“Ice cream!” he says, eyes wide as he peruses the list of flavors.
“Ice cream?” Ice cream is what made this gruff rocker turn into an adolescent? “Sweet tooth much?” I ask.
“The sweeter, the better,” he says, giving me an appraising once-over.
“Guess that leaves me out,” I say with a smirk that causes him to laugh.
“I have a feeling you have a sweet spot beneath that tough exterior, Quinlan,” he says as he points to a flavor and motions for me to pick one myself.
“No thank you,” I reply, a little dumbfounded by this new development. I must still be staring, trying to figure him out as he waits for the vendor to press the scoop of cookies ’n’ cream on the cone because he glances over to me and feels the need to explain.
“It’s my vice … my habit.” He pays the vendor, takes the cone, and then brings the ice cream to his lips. Parts deep within me stir as I watch him close his eyes momentarily and savor his first taste. My thoughts automatically wonder if this is what he looks like when he goes down on a woman.

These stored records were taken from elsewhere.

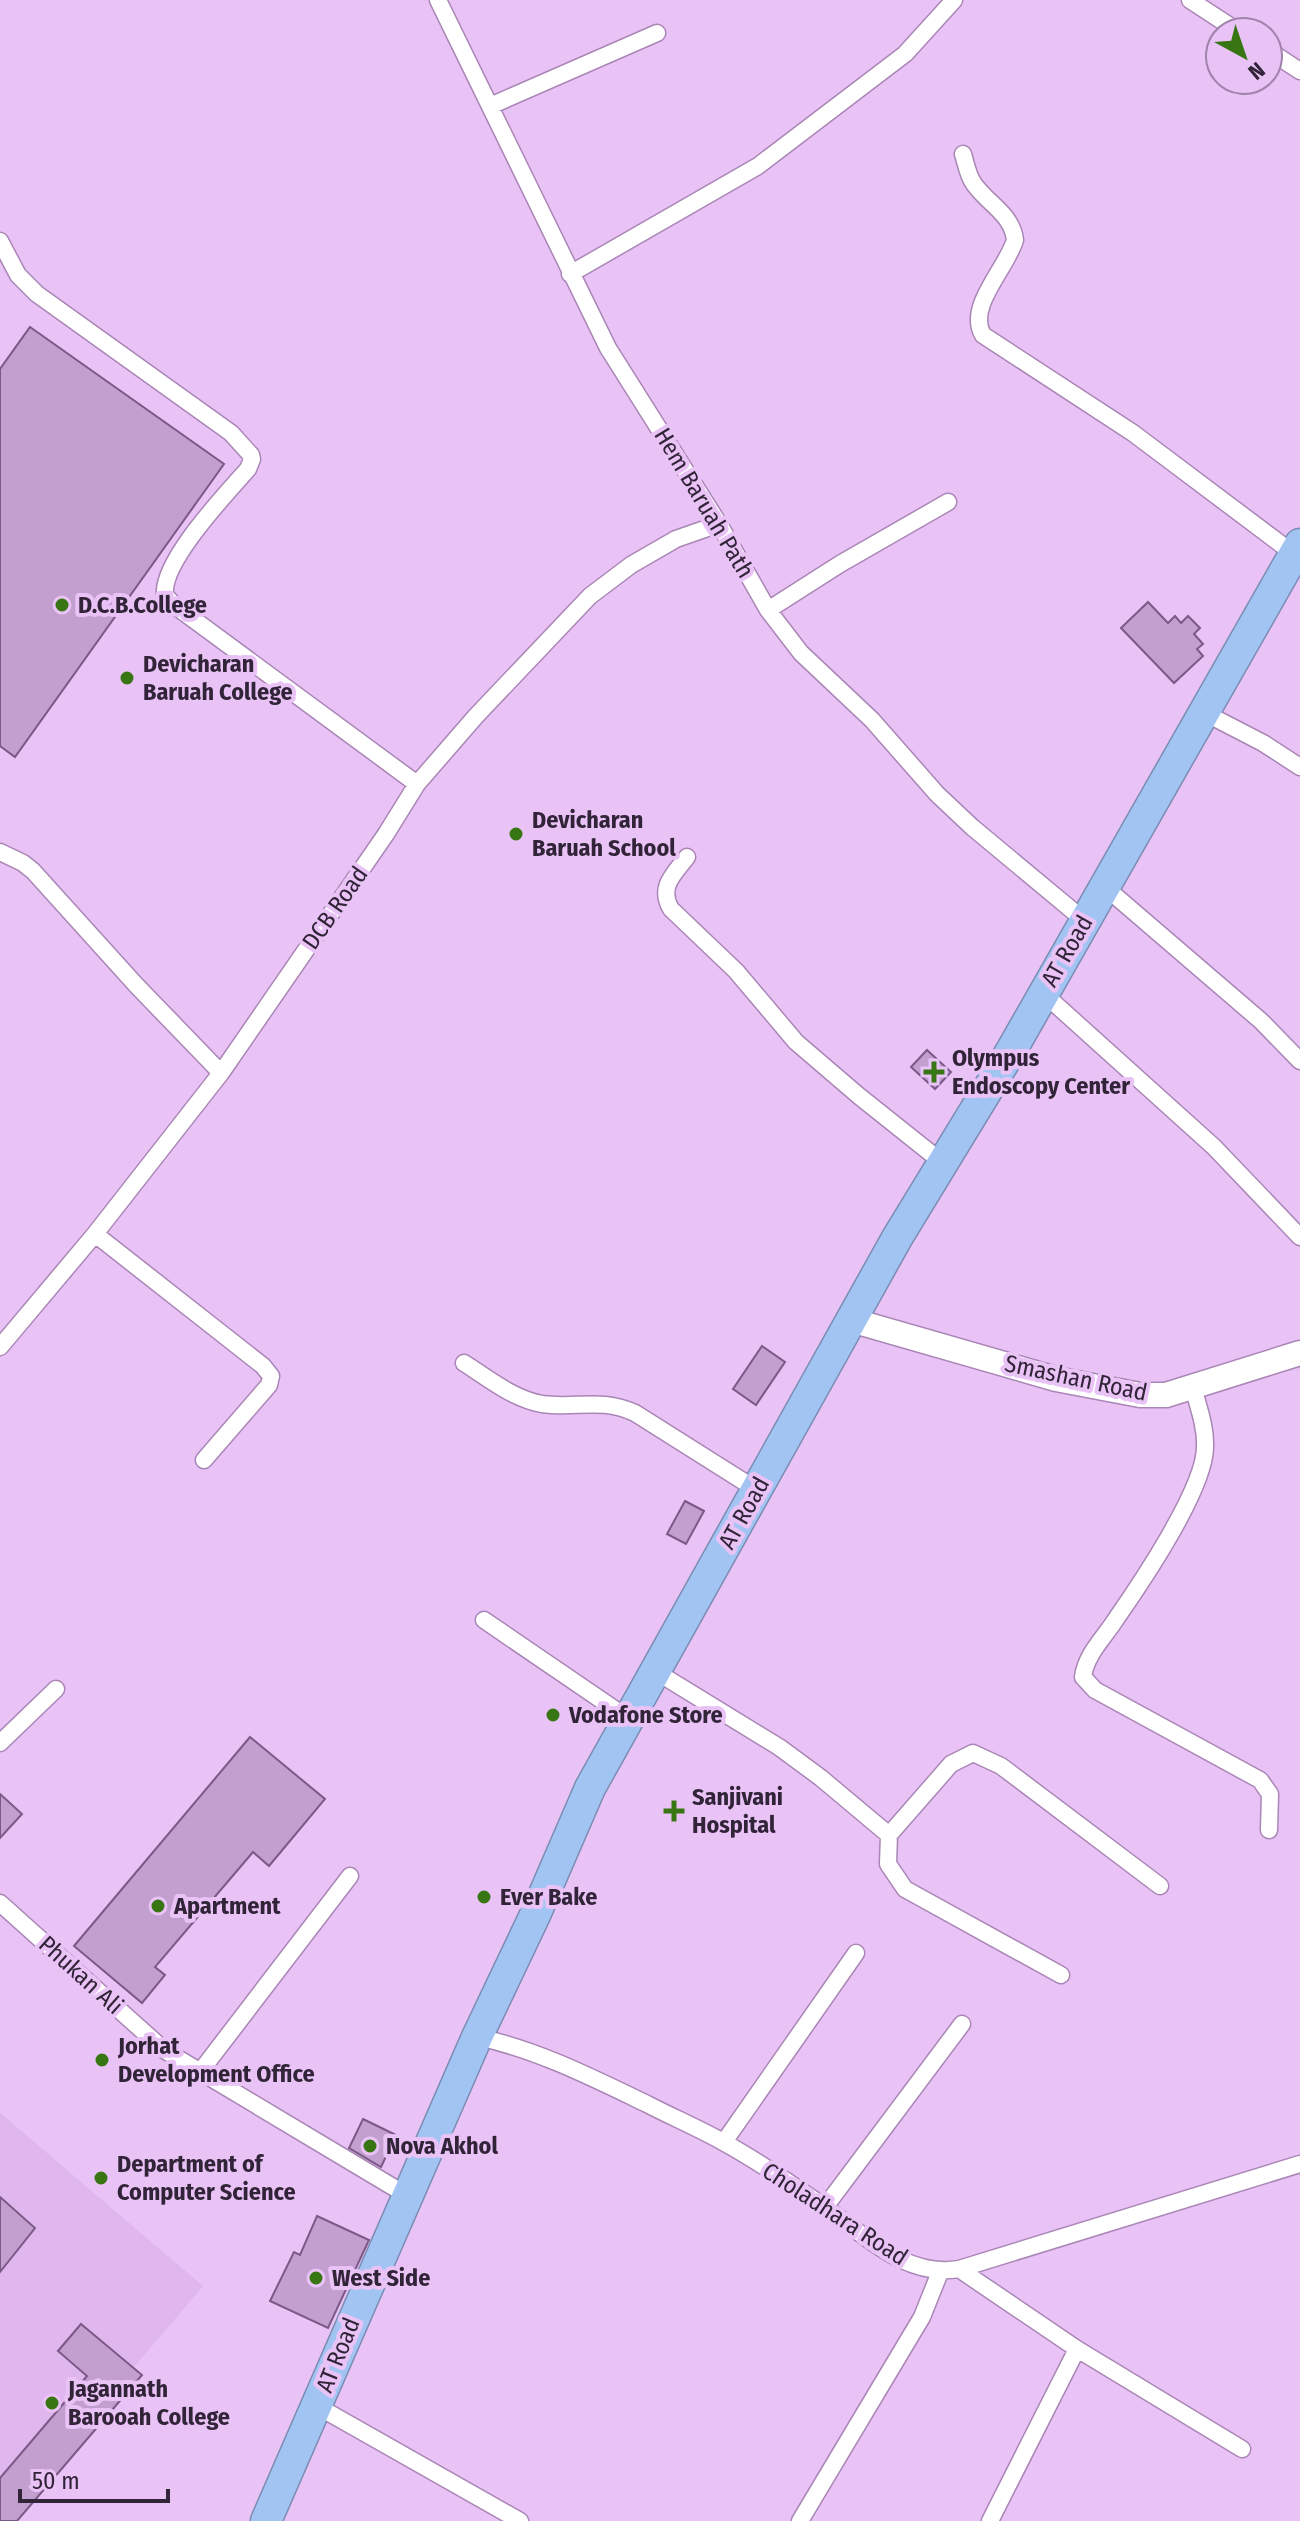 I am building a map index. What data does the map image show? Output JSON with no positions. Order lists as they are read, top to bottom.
{
  "streets": {
    "highway": ["AT Road"],
    "street": [
      "Hem Baruah Path",
      "DCB Road",
      "Smashan Road",
      "Phukan Ali",
      "Choladhara Road"
    ]
  },
  "crossings": [
    ["Hem Baruah Path", "DCB Road"],
    ["Hem Baruah Path", "AT Road"],
    ["AT Road", "Smashan Road"],
    ["AT Road", "Phukan Ali"],
    ["AT Road", "Choladhara Road"]
  ],
  "places": {
    "other": [
      "D.C.B.College",
      "Devicharan Baruah College",
      "Devicharan Baruah School",
      "Vodafone Store",
      "Ever Bake",
      "Apartment",
      "Jorhat Development Office",
      "Nova Akhol",
      "Department of Computer Science",
      "West Side",
      "Jagannath Barooah College"
    ],
    "health": ["Olympus Endoscopy Center", "Sanjivani Hospital"]
  },
  "scale_bar": "50 m",
  "north": "bottom right"
} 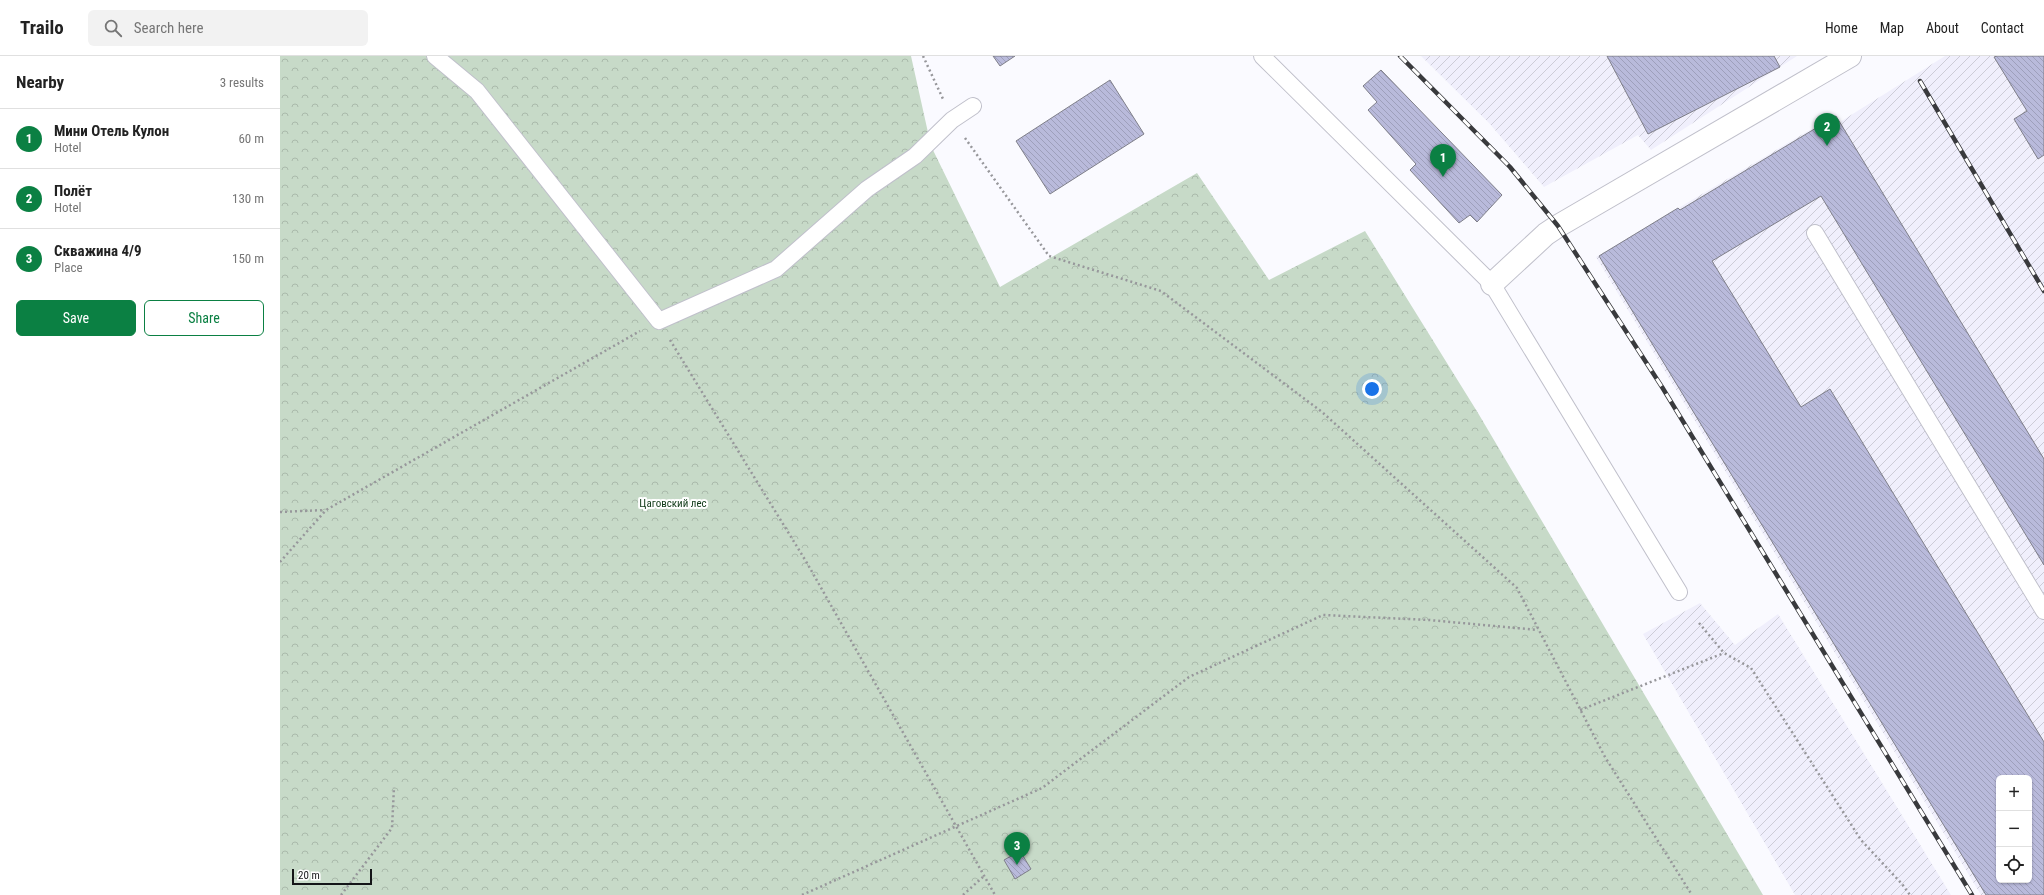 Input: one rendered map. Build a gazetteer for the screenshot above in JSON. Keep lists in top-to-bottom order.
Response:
{
  "parks": ["Цаговский лес"],
  "scale_bar": "20 m",
  "page": {
    "header": "Trailo",
    "search": "Search here",
    "nav": [
      "Home",
      "Map",
      "About",
      "Contact"
    ],
    "heading": ["Nearby", "3 results"],
    "list": [
      {
        "mark": "1",
        "name": "Мини Отель Кулон",
        "note": "Hotel",
        "value": "60 m"
      },
      {
        "mark": "2",
        "name": "Полёт",
        "note": "Hotel",
        "value": "130 m"
      },
      {
        "mark": "3",
        "name": "Скважина 4/9",
        "note": "Place",
        "value": "150 m"
      }
    ],
    "pins": ["2", "1", "3"],
    "buttons": ["Save", "Share"],
    "map_buttons": ["+", "−"],
    "scale": "20 m"
  }
} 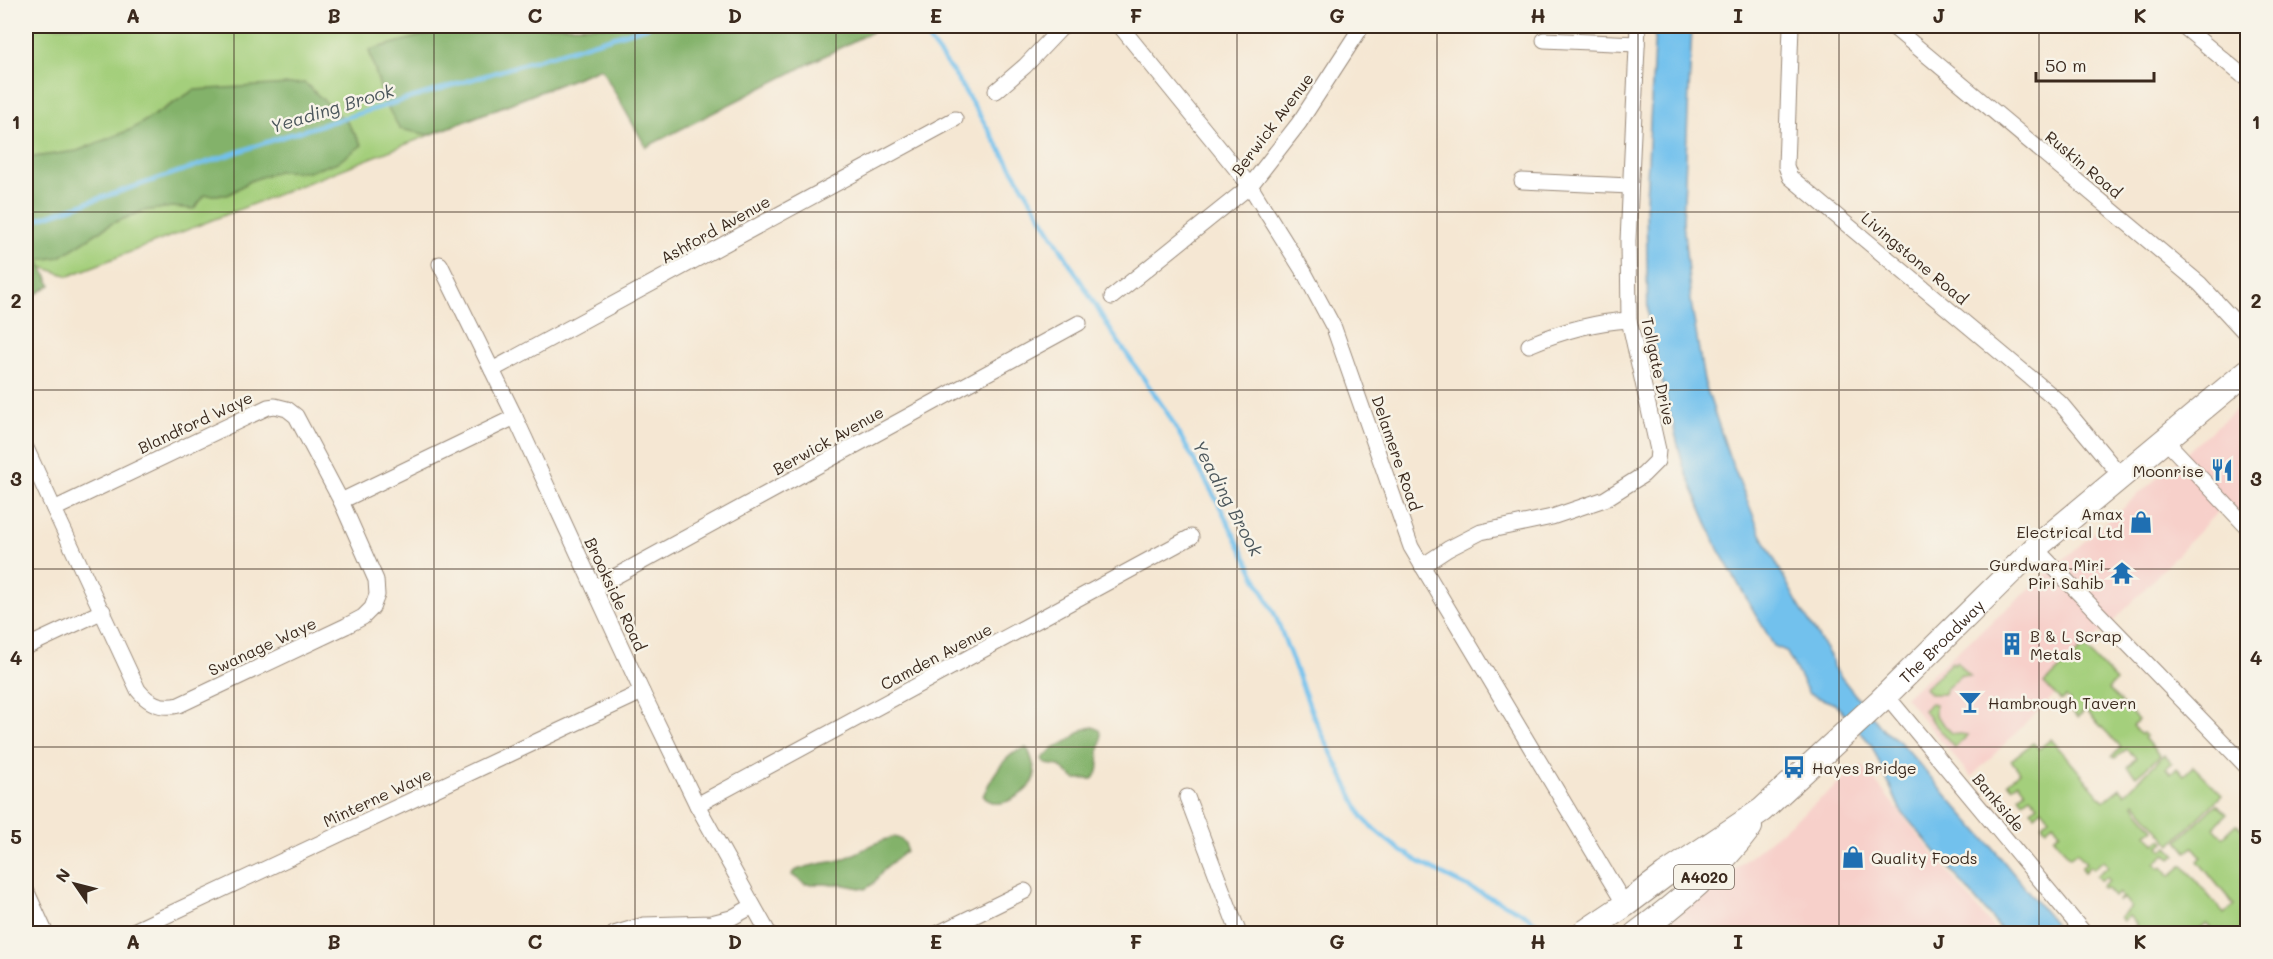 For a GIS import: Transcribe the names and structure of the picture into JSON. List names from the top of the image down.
{
  "streets": {
    "main road": ["The Broadway", "A4020"],
    "street": [
      "Berwick Avenue",
      "Ruskin Road",
      "Ashford Avenue",
      "Livingstone Road",
      "Tollgate Drive",
      "Blandford Waye",
      "Delamere Road",
      "Brookside Road",
      "Swanage Waye",
      "Camden Avenue",
      "Minterne Waye",
      "Bankside"
    ]
  },
  "crossings": [
    ["Berwick Avenue", "Delamere Road"],
    ["Berwick Avenue", "Brookside Road"],
    ["Ashford Avenue", "Brookside Road"],
    ["Livingstone Road", "The Broadway"],
    ["Tollgate Drive", "Delamere Road"],
    ["Blandford Waye", "Swanage Waye"],
    ["Delamere Road", "A4020"],
    ["Brookside Road", "Camden Avenue"],
    ["Brookside Road", "Minterne Waye"],
    ["The Broadway", "Bankside"],
    ["The Broadway", "A4020"],
    ["Bankside", "A4020"]
  ],
  "water": ["Yeading Brook"],
  "places": {
    "restaurant": ["Moonrise"],
    "shop": ["Amax Electrical Ltd", "Quality Foods"],
    "temple": ["Gurdwara Miri Piri Sahib"],
    "building": ["B & L Scrap Metals"],
    "bar": ["Hambrough Tavern"],
    "bus stop": ["Hayes Bridge"]
  },
  "scale_bar": "50 m",
  "north": "top left",
  "grid": {
    "columns": [
      "A",
      "B",
      "C",
      "D",
      "E",
      "F",
      "G",
      "H",
      "I",
      "J",
      "K"
    ],
    "rows": [
      "1",
      "2",
      "3",
      "4",
      "5"
    ]
  }
}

When I refocus after shaking off the image, he’s staring at me. My obscene thoughts must be written all over my face because a knowing smile spreads over his lips. His eyes tell me yes, it’s the same expression.
And now I have to wonder how exactly I’m going to get that look out of my mind.
“I thought rockers were supposed to prefer sex, drugs, and alcohol,” I stutter, trying to deflect his intense scrutiny. And then once the words are out, I see anger flash through his eyes and realize what a stupid comment it was on the heels of his drug charges.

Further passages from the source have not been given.